In spite of the local opposition, the PNG government issued a twenty year mining exploration permit or concession to a subsidiary of Nautilus Minerals, with 15% ownership by PNG.  Nautilus Minerals was managed by CEO Glenn Withers, financed by DSMF.  Plagued by local opposition and failing to raise the investment required to continue with business, Nautilus Minerals Inc. filed for bankruptcy in Feb 2019.   The court appointed PriceWaterhouseCoopers to monitor and manage the dissolution of assets and settlement of debts.  We reached out to the trustee to find out what happened to the exploration permit for Solwara 1, the response had not been received as of publication date.  A search of the records found a "new Nautilus", no longer publicly traded on the Toronto Stock Exchange, went right on raising investment funds, filing an application with PNG Mineral Resources Authority for its predecessor's permit.

From the international interests gathered around PNG communities struggling with mystery toxic ocean effects, we learned of a vessel named Coco, appearing at the Solwara 1 site in June 2024, allegedly unannounced to the locals.  An unnamed source tells us this expedition was financed by DSMF, owned by Russian and Oman billionaires, with the former Nautilus Minerals permit-concession valid to 2031 in hand.  Willem Marx was invited aboard Coco, shooting for a PBS documentary.  In the video clip time-stamped June 29, 2024, Marx caught a failure of the "grabber" , the equipment used to break off and lift the massive sulfide chimney to the surface.  The grabber did not close completely, carrying and dispersing fine sulfide particulates upward through the entire water column.

According to a scientific paper on rapid acidification of sulfide ore, specific to the Solwara 1 deposit, the formation of acid is possible if the material is pulverized in the water.  "Kinetics of sulfide mineral oxidation in seawater: Implications for acid generation during in situ mining of seafloor hydrothermal vent deposits" by Laura Bilenker, et al, states

"On the ocean floor, it can be argued that the high buffer capacity and low oxygen solubility of cold seawater should act to reduce the marine equivalent of acid mine drainage (AMD) from exploited SMS deposits... However, in situ deep-sea mining of SMS deposits may still produce circumstances that are far more conducive to rapid acid generation than is first assumed when compared to terrestrial mining settings.

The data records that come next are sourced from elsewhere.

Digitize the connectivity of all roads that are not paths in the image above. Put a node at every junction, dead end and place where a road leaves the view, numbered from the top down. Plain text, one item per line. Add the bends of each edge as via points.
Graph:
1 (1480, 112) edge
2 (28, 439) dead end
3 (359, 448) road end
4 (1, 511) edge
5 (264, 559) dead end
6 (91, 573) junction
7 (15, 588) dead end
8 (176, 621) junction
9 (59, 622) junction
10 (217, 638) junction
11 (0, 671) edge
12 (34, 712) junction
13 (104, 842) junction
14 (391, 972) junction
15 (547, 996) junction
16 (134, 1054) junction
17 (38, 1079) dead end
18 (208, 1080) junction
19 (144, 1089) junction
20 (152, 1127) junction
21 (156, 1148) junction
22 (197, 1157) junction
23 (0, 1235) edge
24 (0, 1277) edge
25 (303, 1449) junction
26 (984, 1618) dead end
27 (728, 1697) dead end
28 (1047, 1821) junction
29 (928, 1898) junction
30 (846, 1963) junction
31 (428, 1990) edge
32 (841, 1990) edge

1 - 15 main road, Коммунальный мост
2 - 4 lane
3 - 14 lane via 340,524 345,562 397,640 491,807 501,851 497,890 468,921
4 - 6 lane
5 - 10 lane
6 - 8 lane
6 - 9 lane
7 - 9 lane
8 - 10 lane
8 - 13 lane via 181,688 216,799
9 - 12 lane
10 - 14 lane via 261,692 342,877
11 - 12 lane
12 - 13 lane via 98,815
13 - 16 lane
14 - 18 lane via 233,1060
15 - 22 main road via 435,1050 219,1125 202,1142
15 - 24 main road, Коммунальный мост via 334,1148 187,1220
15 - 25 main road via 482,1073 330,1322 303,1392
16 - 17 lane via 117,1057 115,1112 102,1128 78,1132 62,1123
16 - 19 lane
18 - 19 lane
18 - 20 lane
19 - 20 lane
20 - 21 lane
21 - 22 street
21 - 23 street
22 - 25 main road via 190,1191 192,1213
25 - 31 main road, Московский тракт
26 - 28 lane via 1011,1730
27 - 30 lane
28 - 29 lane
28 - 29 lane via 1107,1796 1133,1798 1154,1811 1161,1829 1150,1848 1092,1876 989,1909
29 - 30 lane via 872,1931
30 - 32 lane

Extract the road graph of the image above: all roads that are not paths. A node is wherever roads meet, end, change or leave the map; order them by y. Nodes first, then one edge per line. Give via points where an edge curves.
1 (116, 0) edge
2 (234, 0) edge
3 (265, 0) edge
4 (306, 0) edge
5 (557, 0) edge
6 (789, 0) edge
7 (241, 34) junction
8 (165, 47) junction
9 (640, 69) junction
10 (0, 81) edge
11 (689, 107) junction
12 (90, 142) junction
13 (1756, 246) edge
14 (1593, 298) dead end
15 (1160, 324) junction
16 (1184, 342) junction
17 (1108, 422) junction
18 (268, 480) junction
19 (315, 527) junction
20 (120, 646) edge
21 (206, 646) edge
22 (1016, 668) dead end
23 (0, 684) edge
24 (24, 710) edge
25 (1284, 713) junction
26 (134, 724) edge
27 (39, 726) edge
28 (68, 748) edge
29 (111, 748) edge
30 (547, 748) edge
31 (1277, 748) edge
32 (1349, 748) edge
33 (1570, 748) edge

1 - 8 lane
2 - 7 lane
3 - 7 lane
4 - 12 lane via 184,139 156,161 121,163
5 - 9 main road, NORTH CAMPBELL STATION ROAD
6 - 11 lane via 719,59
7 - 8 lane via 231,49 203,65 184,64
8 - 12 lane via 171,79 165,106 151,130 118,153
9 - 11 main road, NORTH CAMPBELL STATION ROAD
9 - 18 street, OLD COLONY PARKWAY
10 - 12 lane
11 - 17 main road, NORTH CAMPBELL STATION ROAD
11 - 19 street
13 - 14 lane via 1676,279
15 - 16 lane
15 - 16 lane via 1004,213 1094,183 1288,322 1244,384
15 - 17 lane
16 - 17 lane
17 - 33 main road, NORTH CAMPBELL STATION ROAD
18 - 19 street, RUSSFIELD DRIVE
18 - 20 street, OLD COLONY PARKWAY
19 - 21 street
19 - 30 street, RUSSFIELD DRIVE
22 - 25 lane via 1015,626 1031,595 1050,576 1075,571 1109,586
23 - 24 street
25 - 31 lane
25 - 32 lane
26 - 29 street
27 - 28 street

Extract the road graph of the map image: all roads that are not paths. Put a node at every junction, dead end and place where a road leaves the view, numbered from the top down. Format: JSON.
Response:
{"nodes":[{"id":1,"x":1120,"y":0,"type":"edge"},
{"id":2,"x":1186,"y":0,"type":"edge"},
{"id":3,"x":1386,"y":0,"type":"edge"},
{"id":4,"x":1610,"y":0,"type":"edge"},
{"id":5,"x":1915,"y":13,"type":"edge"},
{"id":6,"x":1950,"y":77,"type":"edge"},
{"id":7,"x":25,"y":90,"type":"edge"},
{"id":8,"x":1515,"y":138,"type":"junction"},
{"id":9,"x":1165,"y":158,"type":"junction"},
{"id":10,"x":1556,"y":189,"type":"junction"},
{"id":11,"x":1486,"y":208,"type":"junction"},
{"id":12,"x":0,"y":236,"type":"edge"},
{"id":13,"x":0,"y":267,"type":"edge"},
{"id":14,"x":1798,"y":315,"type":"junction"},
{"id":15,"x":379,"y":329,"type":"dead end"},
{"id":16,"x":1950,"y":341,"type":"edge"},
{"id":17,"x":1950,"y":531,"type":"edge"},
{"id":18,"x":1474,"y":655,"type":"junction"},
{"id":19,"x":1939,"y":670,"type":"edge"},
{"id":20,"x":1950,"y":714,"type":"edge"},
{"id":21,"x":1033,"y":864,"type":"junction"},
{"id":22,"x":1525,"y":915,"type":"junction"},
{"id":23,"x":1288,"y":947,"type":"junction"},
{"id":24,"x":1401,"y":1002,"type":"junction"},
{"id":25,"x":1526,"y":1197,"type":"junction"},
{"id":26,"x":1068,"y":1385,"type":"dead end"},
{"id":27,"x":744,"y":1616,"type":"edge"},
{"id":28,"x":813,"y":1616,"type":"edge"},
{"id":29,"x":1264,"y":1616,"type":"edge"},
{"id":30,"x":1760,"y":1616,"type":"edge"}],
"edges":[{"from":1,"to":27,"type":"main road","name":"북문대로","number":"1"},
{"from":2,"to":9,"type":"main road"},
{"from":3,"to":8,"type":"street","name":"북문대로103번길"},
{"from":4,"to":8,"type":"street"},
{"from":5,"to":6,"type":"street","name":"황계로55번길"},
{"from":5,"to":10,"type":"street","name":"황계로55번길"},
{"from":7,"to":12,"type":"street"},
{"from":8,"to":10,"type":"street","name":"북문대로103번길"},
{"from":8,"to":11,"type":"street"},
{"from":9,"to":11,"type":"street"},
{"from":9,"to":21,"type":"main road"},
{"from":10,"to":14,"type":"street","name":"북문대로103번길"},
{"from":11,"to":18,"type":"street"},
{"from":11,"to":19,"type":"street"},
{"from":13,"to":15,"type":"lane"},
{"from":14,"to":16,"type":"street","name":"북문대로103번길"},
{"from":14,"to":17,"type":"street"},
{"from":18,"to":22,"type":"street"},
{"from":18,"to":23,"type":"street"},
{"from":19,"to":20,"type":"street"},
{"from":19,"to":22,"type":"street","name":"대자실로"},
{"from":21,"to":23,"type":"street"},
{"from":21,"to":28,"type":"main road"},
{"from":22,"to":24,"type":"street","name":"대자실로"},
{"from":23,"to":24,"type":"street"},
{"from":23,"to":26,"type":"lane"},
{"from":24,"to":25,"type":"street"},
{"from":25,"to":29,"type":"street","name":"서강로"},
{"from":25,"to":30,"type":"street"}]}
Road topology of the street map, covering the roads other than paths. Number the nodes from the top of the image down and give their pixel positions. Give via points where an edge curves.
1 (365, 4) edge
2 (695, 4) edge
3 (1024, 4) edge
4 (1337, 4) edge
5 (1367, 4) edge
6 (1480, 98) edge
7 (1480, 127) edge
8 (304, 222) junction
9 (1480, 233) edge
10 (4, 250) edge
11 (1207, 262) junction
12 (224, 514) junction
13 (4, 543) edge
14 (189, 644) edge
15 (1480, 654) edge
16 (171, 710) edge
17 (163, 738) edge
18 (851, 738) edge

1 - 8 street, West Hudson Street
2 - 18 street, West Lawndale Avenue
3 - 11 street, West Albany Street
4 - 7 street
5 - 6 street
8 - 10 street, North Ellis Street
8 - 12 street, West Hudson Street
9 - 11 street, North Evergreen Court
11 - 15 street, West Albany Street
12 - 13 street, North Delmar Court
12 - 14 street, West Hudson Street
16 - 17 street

One proposed mining strategy is to pulverize the chimneys and mounds in situ using remotely operated vehicles to allow the ore to be quickly and economically slurried in pipelines to surface processing ships (Gwyther and Wright, 2008, Drew, 2009, Baker and Beaudoin, 2013).

Consequently, the fresh pulverized sulfide mineral grains will have extremely high specific surface areas and be entrained in an environment of high seawater advection both at the mining site and during transport to the warmer surface conditions. All of these factors promote more rapid oxidation compared to natural weathering rates on the seafloor. In addition, processing wastes such as the finest (≤8 μm) non-settling grains and non-economic sulfide minerals (e.g., pyrrhotite) will be released via return pipeline directly above the seafloor in another highly advective environment (0.3 m3/s). If the rate of particle oxidation and sulfuric acid release is rapid enough in such settings to temporarily exceed the buffer capacity of seawater, then ecologic effects caused by increased acidity cannot be ruled out.

No one can say when the US will begin issuing deep seabed mining permits under the authority of NOAA and the 1980 DSHMRA. It seems certain that Canadian companies will be first to start collecting polymetallic nodules from the Pacific Clarion Clipperton Zone. With any luck, the fragile seabed massive sulfides will be left intact in the Bismarck Sea for another million years. More to follow.